Three Democrats who were ready to joust for the Senate presidency if their party had retained majority control in the Nov. 7 elections conferred by telephone Saturday with the lone independent, Sen. Jill Goldthwait of Bar Harbor.
Goldthwait, according to friends in the Senate, has been on vacation in California for a week and is expected back Tuesday.
In her absence, two Senate recounts confirmed the delicate 17-17-1 balance in the incoming Senate’s political composition and assured Goldthwait a central role in determining where and how presiding authority will be vested when the Legislature convenes early next month.
For the past two years, Democrats have held the upper hand in a Senate divided 20-14-1 in their favor. The Nov. 7 shake-up not only put the chamber in a partisan knot but also brought forth a total of 15 new members for the upcoming two-year term.

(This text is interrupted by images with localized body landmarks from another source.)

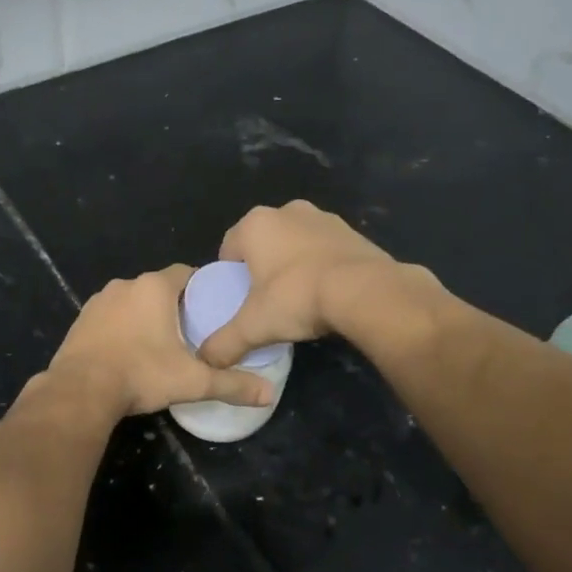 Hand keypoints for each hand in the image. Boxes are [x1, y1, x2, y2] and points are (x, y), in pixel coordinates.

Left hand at [48, 266, 273, 418]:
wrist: (80, 390)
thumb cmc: (141, 374)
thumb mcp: (192, 381)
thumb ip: (231, 384)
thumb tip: (269, 395)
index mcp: (154, 288)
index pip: (186, 274)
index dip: (201, 288)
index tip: (211, 309)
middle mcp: (125, 285)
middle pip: (159, 287)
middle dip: (174, 305)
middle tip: (191, 331)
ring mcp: (99, 300)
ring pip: (132, 301)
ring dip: (145, 315)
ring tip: (160, 343)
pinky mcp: (81, 319)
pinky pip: (110, 316)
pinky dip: (122, 327)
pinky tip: (128, 351)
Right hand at [197, 201, 396, 367]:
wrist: (365, 291)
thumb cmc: (297, 298)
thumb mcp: (254, 326)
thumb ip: (225, 342)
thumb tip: (206, 360)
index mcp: (255, 224)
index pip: (229, 247)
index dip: (230, 275)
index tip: (239, 299)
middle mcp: (286, 211)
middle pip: (263, 242)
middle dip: (263, 266)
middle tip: (267, 300)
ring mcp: (322, 217)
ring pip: (296, 242)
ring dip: (294, 263)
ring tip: (300, 298)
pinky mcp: (352, 230)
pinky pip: (325, 247)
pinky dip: (322, 264)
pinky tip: (328, 292)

The new Republican bloc has already settled on Sen. Richard Bennett of Norway, who served as the GOP deputy floor leader during this past session, as its leader for the next two years.
Bennett, who spoke with Goldthwait Friday evening and “gave her an outline of what my thinking is,” said Saturday he expected negotiations over how to organize the new Senate to produce a power-sharing arrangement.

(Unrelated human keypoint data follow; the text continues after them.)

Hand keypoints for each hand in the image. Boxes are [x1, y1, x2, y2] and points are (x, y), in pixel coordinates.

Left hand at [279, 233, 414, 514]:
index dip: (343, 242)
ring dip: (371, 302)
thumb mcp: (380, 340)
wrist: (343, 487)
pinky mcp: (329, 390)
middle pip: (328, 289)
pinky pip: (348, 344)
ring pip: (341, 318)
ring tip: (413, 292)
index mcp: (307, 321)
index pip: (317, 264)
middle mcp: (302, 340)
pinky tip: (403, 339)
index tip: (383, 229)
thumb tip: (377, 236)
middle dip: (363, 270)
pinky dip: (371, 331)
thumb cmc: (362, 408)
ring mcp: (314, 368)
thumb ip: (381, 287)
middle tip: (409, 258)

To date, neither he nor others have offered to spell out how committee chairmanships and other panel assignments might be made, or by whom.
Bennett did say it would be best to codify an agreement in formal Senate rules that would require a supermajority, at least two-thirds, to undo.
“Rather than trying to wrest power through Machiavellian means,” Bennett said, both parties are in a position to recognize that the pragmatic course would be to “create a structure that will last for two years.”
Participating in the Democrats’ conversation with Goldthwait on Saturday were Sens. Anne Rand of Portland, who is currently the assistant majority leader, Michael Michaud of East Millinocket and Beverly Daggett of Augusta.
The three veteran lawmakers have been meeting in recent days to coordinate development of a Democratic caucus response to the numerical deadlock.
“I think our next step is we will certainly be getting together with Republican leaders,” Rand said Saturday. “I have no reason to believe the Republicans aren’t feeling the same way we are – partisan differences aside, we’ve got to get organized and we’ve got to get going.”
Newly elected Senate Republicans plan to meet Nov. 27 to flesh out their leadership structure. Democratic Senate caucus plans were unclear.